What is the number of lines in the data below that contain "Hickory"? Answer with that number and no other words.

──────── Source data

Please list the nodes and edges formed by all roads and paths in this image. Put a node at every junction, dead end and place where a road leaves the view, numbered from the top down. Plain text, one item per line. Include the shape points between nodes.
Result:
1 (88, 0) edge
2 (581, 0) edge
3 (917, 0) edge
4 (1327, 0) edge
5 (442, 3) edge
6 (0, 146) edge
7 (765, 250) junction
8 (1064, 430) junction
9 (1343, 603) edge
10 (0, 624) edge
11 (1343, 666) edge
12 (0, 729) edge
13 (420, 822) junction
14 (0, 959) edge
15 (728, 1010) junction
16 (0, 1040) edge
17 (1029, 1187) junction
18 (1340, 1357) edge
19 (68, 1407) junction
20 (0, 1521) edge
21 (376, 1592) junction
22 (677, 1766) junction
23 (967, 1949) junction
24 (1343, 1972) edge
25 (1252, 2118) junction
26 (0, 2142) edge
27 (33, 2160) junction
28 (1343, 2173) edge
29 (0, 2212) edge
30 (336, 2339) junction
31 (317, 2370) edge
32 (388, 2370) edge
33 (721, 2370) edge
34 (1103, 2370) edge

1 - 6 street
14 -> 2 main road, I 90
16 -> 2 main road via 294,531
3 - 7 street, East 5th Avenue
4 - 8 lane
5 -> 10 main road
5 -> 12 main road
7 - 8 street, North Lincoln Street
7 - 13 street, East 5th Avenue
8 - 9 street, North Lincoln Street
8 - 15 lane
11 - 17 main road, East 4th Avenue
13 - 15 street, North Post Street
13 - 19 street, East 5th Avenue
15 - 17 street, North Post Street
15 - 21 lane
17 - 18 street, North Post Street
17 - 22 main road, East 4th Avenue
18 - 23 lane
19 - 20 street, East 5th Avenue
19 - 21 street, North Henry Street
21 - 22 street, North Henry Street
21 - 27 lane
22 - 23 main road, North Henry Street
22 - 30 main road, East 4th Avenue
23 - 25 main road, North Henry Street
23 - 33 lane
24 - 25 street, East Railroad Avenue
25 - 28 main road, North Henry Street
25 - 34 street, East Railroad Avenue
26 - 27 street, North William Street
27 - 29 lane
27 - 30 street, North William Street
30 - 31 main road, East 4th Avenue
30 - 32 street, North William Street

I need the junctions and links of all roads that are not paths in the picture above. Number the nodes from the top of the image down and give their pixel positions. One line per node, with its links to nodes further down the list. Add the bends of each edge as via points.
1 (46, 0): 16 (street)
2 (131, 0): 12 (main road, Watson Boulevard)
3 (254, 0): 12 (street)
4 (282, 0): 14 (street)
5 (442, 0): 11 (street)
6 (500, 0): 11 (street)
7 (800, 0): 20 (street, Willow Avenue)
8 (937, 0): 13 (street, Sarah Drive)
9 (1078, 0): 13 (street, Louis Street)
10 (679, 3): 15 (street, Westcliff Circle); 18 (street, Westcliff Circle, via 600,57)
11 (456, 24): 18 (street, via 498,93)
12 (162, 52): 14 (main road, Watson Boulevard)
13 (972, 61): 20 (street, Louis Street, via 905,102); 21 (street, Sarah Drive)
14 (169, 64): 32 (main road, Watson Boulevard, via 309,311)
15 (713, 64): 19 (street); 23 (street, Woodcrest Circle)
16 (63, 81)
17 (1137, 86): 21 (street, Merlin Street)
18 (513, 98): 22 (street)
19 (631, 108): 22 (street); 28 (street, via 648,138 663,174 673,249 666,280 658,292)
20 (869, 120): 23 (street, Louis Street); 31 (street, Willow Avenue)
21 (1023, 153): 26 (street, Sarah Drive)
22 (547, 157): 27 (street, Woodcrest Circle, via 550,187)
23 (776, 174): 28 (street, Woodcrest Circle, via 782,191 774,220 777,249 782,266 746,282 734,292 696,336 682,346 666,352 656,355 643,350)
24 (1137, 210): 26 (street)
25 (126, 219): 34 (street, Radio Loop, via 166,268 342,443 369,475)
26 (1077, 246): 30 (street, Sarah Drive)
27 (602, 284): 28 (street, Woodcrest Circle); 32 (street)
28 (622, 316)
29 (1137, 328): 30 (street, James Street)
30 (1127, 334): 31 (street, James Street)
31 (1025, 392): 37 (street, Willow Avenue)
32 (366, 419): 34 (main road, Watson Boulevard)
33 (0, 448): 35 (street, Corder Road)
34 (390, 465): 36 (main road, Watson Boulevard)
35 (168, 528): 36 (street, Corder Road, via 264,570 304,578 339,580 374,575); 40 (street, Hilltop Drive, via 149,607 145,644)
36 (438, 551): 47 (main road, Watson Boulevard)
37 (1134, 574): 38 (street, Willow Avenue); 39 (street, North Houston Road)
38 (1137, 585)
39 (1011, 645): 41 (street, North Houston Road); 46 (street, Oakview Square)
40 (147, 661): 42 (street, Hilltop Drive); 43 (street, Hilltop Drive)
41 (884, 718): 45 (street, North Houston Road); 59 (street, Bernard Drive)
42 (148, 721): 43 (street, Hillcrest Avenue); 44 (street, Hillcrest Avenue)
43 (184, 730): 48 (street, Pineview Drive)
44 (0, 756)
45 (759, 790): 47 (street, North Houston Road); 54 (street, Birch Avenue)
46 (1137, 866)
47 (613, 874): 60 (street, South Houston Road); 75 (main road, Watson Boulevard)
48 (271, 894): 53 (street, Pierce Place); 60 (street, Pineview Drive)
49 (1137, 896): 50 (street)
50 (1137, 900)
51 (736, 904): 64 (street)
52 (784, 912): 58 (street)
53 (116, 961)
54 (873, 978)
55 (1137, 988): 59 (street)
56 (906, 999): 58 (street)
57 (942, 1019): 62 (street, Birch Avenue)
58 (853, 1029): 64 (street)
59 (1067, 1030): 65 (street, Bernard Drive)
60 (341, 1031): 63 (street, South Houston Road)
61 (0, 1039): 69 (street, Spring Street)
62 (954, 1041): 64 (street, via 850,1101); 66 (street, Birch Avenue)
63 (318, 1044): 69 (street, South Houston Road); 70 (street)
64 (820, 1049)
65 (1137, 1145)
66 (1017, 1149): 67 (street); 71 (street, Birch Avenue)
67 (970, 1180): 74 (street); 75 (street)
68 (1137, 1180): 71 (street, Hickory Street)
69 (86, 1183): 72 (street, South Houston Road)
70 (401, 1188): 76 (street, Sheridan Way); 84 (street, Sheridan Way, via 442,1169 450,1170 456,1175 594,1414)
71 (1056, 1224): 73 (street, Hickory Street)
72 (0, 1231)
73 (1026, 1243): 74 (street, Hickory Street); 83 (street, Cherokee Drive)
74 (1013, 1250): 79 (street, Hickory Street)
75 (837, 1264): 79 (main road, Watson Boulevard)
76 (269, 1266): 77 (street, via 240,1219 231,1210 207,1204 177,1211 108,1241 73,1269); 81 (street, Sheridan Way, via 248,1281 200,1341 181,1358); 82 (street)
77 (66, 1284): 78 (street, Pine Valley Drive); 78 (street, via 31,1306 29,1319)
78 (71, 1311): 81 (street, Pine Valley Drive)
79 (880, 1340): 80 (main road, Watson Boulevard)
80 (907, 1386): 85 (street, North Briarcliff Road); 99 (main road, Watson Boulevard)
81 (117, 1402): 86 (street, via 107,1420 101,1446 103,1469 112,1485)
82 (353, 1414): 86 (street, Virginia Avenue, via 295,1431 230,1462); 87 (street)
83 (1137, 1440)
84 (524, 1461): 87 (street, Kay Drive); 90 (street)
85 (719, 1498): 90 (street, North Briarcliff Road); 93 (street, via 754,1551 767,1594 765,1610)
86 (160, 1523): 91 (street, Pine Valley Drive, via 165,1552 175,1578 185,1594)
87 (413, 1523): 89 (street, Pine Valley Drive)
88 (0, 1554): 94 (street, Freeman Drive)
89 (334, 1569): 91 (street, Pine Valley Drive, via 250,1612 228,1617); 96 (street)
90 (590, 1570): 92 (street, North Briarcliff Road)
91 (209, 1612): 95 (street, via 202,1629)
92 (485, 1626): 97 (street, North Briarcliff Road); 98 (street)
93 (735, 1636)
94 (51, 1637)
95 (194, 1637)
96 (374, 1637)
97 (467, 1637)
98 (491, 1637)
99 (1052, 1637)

────────────────

- Exercise output -
4